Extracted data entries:
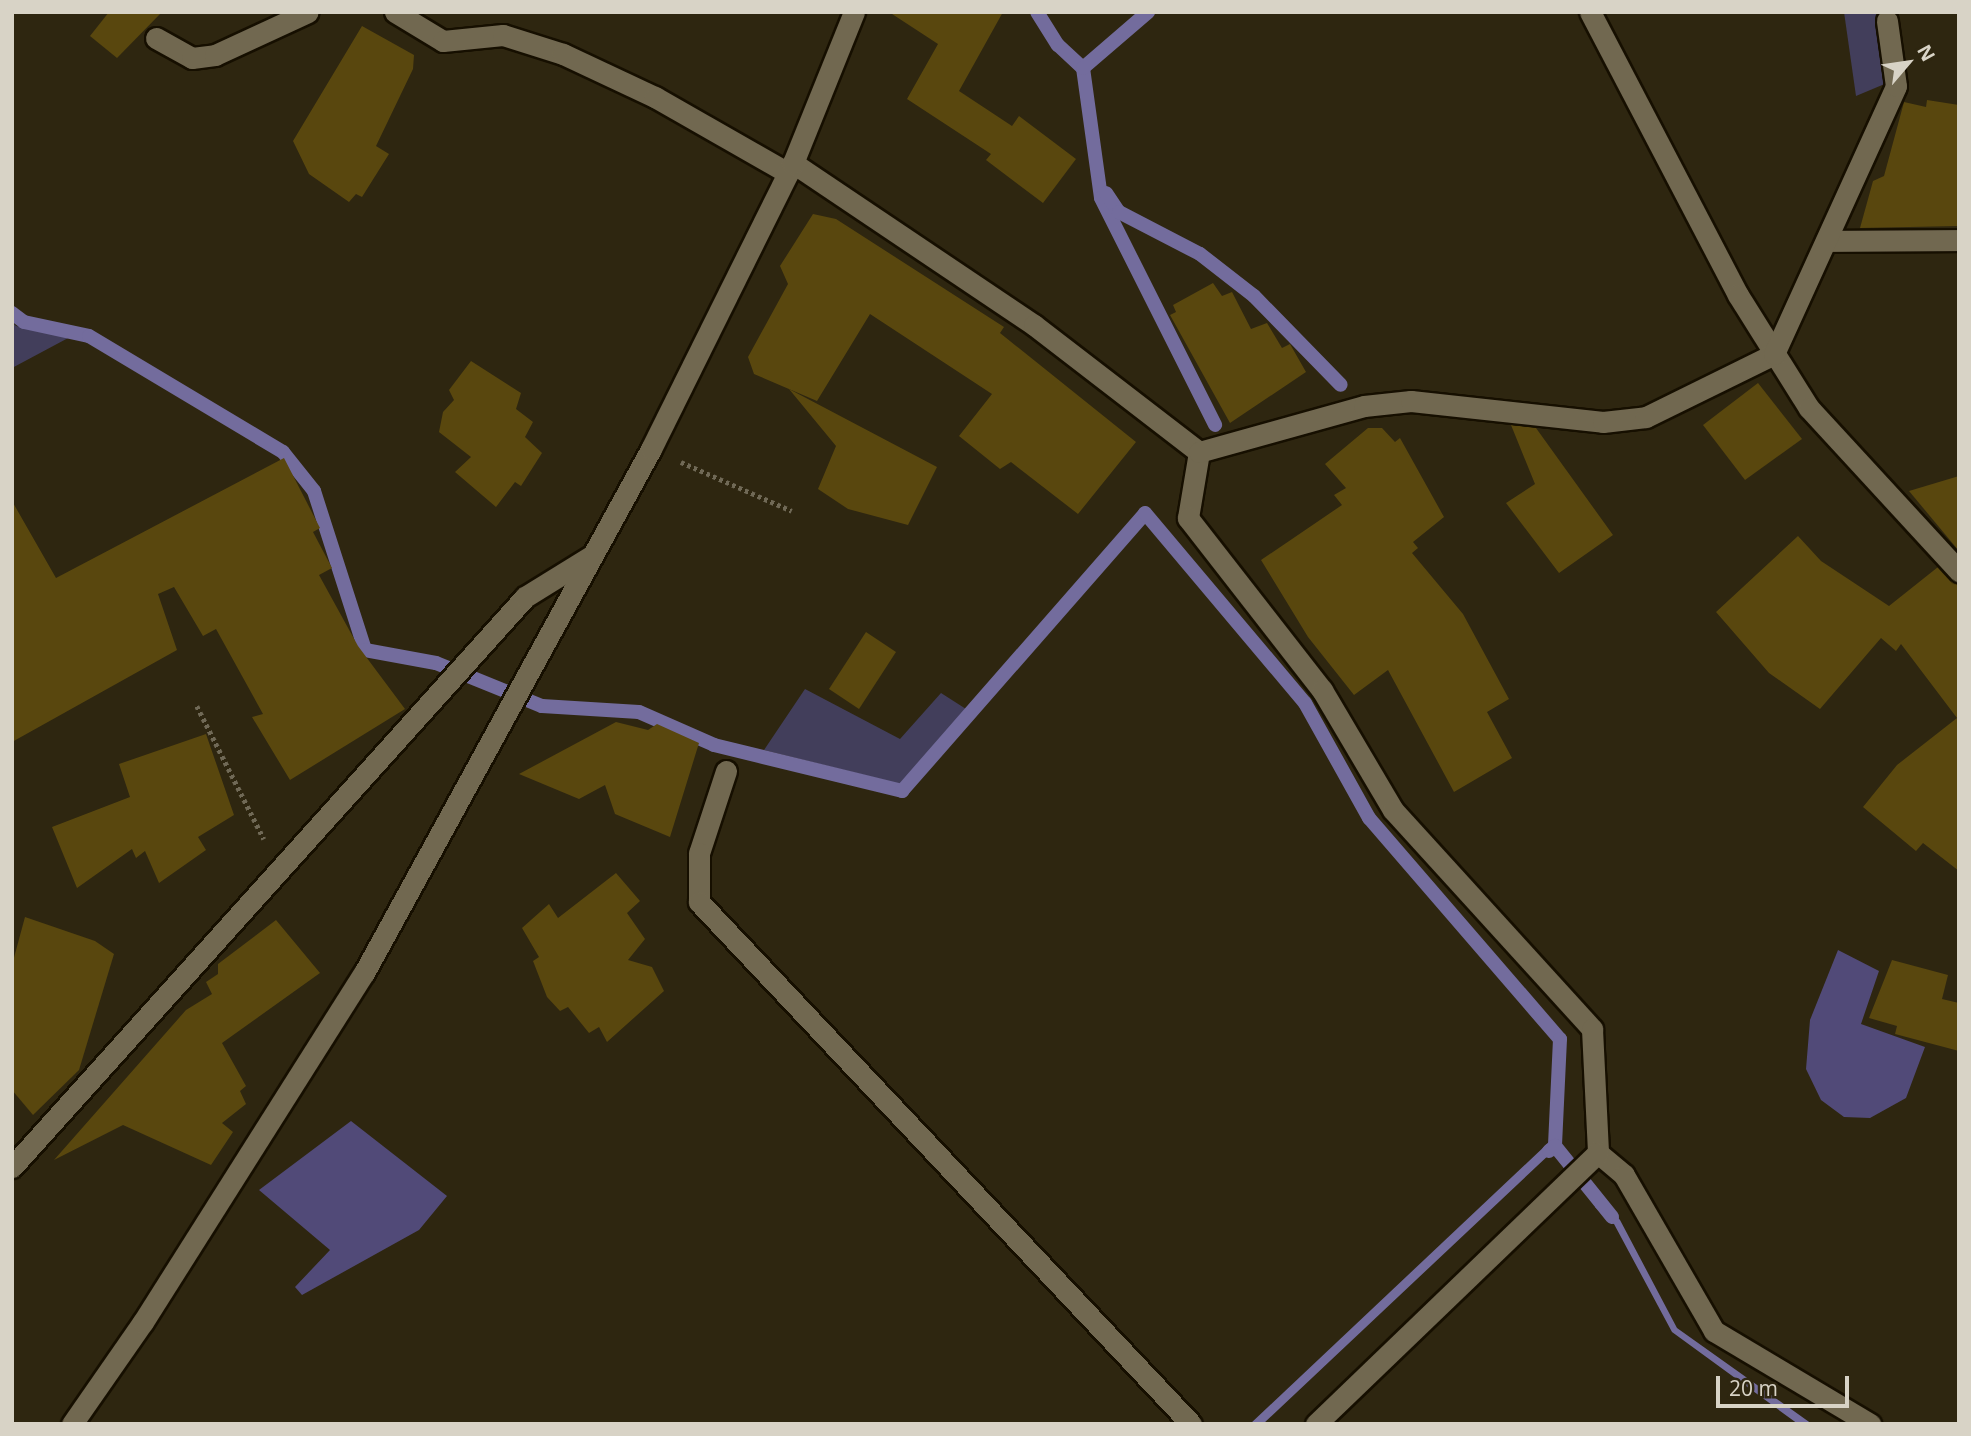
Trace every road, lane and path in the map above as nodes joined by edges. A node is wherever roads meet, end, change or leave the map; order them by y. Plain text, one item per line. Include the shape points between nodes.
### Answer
1 (308, 12) edge
2 (395, 12) edge
3 (854, 12) edge
4 (1590, 12) edge
5 (1887, 21) dead end
6 (156, 38) dead end
7 (791, 168) junction
8 (1959, 240) edge
9 (1826, 241) junction
10 (1774, 354) junction
11 (651, 449) junction
12 (1199, 452) junction
13 (792, 511) dead end
14 (592, 555) junction
15 (1959, 571) edge
16 (197, 706) dead end
17 (726, 771) dead end
18 (279, 870) junction
19 (1598, 1153) junction
20 (12, 1167) edge
21 (72, 1424) edge
22 (1191, 1424) edge
23 (1316, 1424) edge
24 (1870, 1424) edge

1 - 6 street via 215,55 192,58
2 - 7 street via 443,41 503,35 563,54
3 - 7 street
4 - 10 street
5 - 9 street via 1896,86
7 - 11 street
7 - 12 street via 1034,325
8 - 9 street
9 - 10 street
10 - 12 street via 1646,417 1603,422 1411,401 1364,406
10 - 15 street via 1810,408
11 - 13 path
11 - 14 street
12 - 19 street via 1188,518 1322,690 1393,810 1592,1029
14 - 18 street via 525,597
14 - 21 street via 364,973 143,1322
16 - 18 path
17 - 22 street via 699,853 699,902
18 - 20 street
19 - 23 street
19 - 24 street via 1624,1175 1714,1331

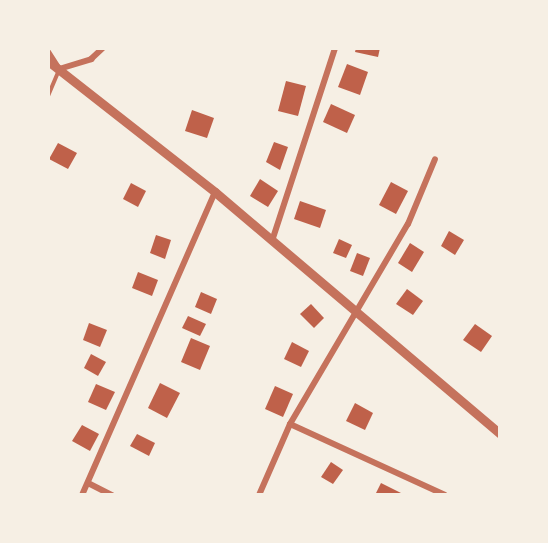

(Exercise requirements) Transcribe each record above exactly, leaving every picture out of the copy.

(Output for this exercise)
Trace every road, lane and path in the map above as nodes joined by edges. A node is wherever roads meet, end, change or leave the map; order them by y. Plain text, one item per line. Include the shape points between nodes.
### Answer
1 (308, 12) edge
2 (395, 12) edge
3 (854, 12) edge
4 (1590, 12) edge
5 (1887, 21) dead end
6 (156, 38) dead end
7 (791, 168) junction
8 (1959, 240) edge
9 (1826, 241) junction
10 (1774, 354) junction
11 (651, 449) junction
12 (1199, 452) junction
13 (792, 511) dead end
14 (592, 555) junction
15 (1959, 571) edge
16 (197, 706) dead end
17 (726, 771) dead end
18 (279, 870) junction
19 (1598, 1153) junction
20 (12, 1167) edge
21 (72, 1424) edge
22 (1191, 1424) edge
23 (1316, 1424) edge
24 (1870, 1424) edge

1 - 6 street via 215,55 192,58
2 - 7 street via 443,41 503,35 563,54
3 - 7 street
4 - 10 street
5 - 9 street via 1896,86
7 - 11 street
7 - 12 street via 1034,325
8 - 9 street
9 - 10 street
10 - 12 street via 1646,417 1603,422 1411,401 1364,406
10 - 15 street via 1810,408
11 - 13 path
11 - 14 street
12 - 19 street via 1188,518 1322,690 1393,810 1592,1029
14 - 18 street via 525,597
14 - 21 street via 364,973 143,1322
16 - 18 path
17 - 22 street via 699,853 699,902
18 - 20 street
19 - 23 street
19 - 24 street via 1624,1175 1714,1331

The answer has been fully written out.